## TASK PROMPT
Provide the number of lines in the records that hold the string "Dump", without any other words.

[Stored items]
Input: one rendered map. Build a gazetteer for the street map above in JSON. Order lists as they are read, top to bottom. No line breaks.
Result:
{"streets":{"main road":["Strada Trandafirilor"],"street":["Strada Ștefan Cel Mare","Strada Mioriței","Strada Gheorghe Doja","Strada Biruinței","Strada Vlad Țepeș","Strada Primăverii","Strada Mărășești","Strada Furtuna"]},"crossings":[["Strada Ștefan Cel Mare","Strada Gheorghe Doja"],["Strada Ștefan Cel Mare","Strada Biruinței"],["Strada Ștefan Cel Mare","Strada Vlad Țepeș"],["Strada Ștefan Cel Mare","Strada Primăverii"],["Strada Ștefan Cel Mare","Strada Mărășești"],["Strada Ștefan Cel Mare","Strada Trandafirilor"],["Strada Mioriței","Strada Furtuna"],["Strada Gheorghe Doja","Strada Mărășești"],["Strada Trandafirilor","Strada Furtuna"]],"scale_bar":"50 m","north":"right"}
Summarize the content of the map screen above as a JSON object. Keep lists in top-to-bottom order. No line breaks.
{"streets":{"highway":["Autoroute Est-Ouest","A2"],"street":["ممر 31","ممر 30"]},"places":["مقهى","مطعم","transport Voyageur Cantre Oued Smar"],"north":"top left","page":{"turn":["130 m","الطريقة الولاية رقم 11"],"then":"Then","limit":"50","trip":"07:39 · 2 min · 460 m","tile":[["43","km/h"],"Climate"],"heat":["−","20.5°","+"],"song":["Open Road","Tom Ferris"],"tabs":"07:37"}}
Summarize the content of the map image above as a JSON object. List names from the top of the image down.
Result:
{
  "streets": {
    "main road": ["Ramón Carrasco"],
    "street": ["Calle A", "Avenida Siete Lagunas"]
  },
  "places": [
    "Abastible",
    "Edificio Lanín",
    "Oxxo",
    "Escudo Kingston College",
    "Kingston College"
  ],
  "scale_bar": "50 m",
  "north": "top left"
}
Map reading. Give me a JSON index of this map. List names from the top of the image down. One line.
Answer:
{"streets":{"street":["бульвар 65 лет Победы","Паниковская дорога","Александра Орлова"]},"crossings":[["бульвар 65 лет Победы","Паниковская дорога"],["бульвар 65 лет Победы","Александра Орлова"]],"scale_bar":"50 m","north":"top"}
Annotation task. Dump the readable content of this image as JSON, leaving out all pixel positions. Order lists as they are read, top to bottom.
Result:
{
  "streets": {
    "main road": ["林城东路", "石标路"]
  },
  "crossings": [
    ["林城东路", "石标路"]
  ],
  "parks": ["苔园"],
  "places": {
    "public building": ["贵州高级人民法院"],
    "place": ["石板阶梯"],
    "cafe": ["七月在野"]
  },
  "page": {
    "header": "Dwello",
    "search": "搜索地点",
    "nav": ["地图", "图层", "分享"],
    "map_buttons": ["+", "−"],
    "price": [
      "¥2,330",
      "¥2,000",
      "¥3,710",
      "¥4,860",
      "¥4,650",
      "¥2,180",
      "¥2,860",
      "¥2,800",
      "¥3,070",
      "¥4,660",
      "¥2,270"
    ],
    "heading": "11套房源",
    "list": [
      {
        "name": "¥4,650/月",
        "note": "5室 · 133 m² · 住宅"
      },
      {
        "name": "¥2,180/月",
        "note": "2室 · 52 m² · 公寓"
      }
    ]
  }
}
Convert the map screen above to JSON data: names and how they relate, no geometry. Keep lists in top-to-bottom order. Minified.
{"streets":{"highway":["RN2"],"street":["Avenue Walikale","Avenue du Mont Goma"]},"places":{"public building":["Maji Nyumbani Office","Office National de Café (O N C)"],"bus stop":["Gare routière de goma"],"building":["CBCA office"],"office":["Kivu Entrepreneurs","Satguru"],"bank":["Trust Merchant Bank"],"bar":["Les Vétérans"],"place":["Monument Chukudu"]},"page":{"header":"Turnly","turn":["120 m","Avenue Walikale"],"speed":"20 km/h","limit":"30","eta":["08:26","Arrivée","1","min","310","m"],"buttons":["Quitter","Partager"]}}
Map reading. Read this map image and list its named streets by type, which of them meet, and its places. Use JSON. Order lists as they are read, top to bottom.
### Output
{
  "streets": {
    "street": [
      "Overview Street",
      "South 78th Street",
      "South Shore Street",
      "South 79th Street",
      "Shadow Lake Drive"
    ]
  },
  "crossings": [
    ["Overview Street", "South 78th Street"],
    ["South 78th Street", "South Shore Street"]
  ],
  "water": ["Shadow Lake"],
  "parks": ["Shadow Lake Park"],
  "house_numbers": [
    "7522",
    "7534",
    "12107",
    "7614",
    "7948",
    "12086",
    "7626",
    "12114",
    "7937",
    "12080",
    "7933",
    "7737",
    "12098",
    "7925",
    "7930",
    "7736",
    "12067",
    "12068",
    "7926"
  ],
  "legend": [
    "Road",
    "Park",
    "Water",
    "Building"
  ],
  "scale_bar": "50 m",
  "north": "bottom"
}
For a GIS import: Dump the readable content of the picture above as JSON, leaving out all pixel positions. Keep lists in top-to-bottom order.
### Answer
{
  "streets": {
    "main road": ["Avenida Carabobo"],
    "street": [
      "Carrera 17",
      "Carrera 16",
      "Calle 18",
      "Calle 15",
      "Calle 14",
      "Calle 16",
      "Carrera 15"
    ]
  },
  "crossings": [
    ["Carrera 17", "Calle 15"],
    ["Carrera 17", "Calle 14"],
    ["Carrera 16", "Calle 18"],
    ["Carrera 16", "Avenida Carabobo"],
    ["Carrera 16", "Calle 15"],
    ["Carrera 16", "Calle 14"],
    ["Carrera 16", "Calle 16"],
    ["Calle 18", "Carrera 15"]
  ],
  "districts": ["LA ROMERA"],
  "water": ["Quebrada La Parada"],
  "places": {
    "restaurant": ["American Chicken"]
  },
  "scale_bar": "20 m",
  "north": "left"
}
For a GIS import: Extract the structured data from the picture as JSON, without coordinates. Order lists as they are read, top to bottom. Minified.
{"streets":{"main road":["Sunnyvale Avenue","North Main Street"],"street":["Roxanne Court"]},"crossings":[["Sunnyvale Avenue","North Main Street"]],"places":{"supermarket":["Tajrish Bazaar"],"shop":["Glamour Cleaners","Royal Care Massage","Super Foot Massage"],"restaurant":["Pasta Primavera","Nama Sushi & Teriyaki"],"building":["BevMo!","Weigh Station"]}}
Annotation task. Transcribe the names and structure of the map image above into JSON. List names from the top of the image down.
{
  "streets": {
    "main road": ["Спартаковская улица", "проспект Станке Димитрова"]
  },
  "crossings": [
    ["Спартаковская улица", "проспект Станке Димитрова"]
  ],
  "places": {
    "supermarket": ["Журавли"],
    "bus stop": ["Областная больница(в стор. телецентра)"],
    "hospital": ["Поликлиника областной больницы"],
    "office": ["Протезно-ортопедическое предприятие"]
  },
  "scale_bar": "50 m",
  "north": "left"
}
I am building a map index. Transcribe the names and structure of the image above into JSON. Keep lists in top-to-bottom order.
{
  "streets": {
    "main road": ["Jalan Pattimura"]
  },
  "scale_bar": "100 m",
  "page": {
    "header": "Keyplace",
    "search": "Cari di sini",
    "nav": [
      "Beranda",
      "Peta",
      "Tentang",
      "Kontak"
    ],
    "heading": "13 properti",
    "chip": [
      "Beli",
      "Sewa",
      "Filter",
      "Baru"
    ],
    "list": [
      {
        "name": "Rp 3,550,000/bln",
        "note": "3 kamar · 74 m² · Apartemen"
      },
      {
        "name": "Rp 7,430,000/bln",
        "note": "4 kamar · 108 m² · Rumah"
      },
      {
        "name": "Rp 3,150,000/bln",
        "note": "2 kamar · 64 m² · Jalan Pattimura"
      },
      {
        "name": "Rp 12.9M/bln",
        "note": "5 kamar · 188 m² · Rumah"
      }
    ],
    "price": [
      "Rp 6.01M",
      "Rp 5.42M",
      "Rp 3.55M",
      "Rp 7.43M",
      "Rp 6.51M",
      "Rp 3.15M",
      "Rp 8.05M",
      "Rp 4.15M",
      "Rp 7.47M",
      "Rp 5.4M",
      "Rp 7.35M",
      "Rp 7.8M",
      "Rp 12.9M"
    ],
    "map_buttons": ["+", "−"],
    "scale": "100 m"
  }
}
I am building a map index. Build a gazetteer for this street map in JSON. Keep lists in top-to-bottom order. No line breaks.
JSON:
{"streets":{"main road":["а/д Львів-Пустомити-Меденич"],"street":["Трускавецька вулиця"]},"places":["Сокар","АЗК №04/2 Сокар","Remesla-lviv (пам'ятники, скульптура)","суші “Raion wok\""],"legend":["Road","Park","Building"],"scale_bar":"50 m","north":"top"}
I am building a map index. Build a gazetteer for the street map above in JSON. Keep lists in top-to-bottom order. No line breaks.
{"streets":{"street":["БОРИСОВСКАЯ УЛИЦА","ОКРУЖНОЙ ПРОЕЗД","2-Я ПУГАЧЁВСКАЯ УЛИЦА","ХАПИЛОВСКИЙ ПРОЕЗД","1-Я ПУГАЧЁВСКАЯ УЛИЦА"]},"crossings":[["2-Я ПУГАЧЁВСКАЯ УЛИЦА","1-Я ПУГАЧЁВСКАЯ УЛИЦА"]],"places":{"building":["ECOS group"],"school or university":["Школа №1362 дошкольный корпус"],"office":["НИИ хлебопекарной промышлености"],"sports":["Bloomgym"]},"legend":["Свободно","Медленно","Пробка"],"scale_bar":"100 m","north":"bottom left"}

## WRITTEN REPLY
2